When we examined the association between RPA and HNC risk by HNC sites, we didn’t find any significant association except for the positive association between >10 years of RPA and oral cancer risk. It is unclear why higher total years of RPA would be associated an increased oral cancer risk. Because of the smaller numbers in the stratified analysis, chance finding could not be ruled out. Leitzmann et al. did not find a significant association between RPA (5 more times of RPA per week vs. no physical activity) and any of the HNC sites (Oral cavity: RR = 0.98, 95% CI: 0.75-1.29; pharynx: RR = 0.70, 95% CI: 0.45-1.08; larynx: RR = 0.82, 95% CI: 0.59-1.13) [10]. Nicolotti et al. reported an inverse association between moderate RPA and oral cancer (OR =0.74, 95% CI: 0.56-0.97) and pharyngeal cancer (OR =0.67, 95% CI: 0.53-0.85) [12]. In addition, they found that high RPA was associated with a reduced risk of oral cancer risk (OR =0.53, 95% CI: 0.32-0.88) and pharyngeal cancer (OR =0.58, 95% CI: 0.38-0.89) but an increased risk of laryngeal cancer (OR =1.73, 95% CI: 1.04-2.88) [12]. Again, the reduced risk reported by Nicolotti could be attributed partly to the residual confounding by not adjusting for intake of fruits and vegetables. According to Nicolotti et al., the increased laryngeal cancer risk associated with high RPA levels could be due to residual confounding by cigarette smoking because of the higher percentage of cigarette smokers among laryngeal cancer patients with high PA levels [12].

We examined whether the association between RPA and HNC risk could be modified by the use of alcohol, betel quid, or cigarette. Our results did not indicate any effect modification of these lifestyle factors on the association between RPA and HNC. Leitzmann et al. showed the inverse association between RPA and HNC risk was more evident among ever alcohol drinkers than among never alcohol drinkers (P for heterogeneity between strata =0.03) [10]. Nicolotti showed that the reduced HNC risk associated with moderate RPA was more evident among ever tobacco smokers and ever alcohol drinkers, although it was not statistically significant between the strata (P for heterogeneity between strata =0.25) [12]. Given the inconsistencies among studies, further investigations are needed to determine whether RPA is beneficial for certain subgroups, in particular alcohol drinkers and cigarette smokers, for reducing HNC risk.

This study has several limitations. Because case–control studies collect exposure data by asking participants to recall their past exposures or activities, there can be recall bias and recall error.

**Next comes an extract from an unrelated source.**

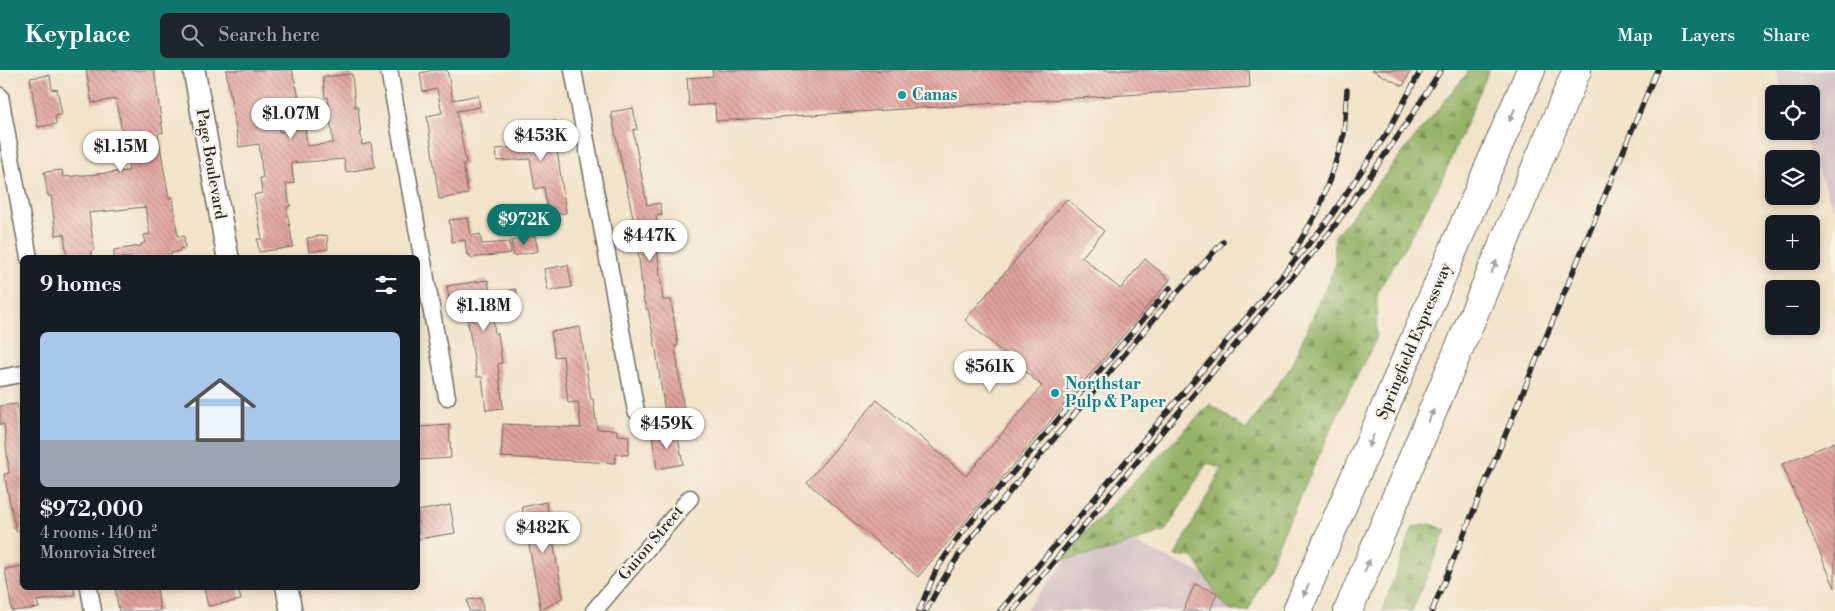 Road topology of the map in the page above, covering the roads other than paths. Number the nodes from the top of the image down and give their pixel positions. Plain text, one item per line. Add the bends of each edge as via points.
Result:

Recall bias often occurs when the case subjects ruminate on the exposure that may possibly cause their development of disease, resulting in a spurious positive association between exposure and the disease. However, this may not be a major issue for our study because we found a null association between RPA and HNC risk. Since the public is not aware of the possible association between RPA and HNC, non-differential random recall error was more likely for our study and could have biased our results toward the null. Another limitation is that we did not collect information on occupation and thus could not adjust for occupational PA in our statistical models. Finally, although human papillomavirus is an important risk factor for oropharyngeal cancer, we did not have access to the tumor tissue to test for HPV status. For HNC occurring in the oral cavity, hypopharynx, and larynx, the contribution of HPV is likely very low [17]. We conducted an additional sensitivity analysis focusing on two HNC sites (tonsil and base of the tongue) that show the strongest association with HPV [18]. We did not see an association between RPA and cancers of the tonsil and the base of the tongue (Additional file 2: Table S1). In addition, no population-based study has been conducted in Taiwan to assess the contribution of HPV to the development of oropharyngeal cancer. A study from Taiwan with 111 samples of tonsillar squamous cell carcinoma found that only 12.6% of the samples were HPV positive [19]. Overall, we think that HPV status made minimal impact on our results showing a null association between RPA and HNC.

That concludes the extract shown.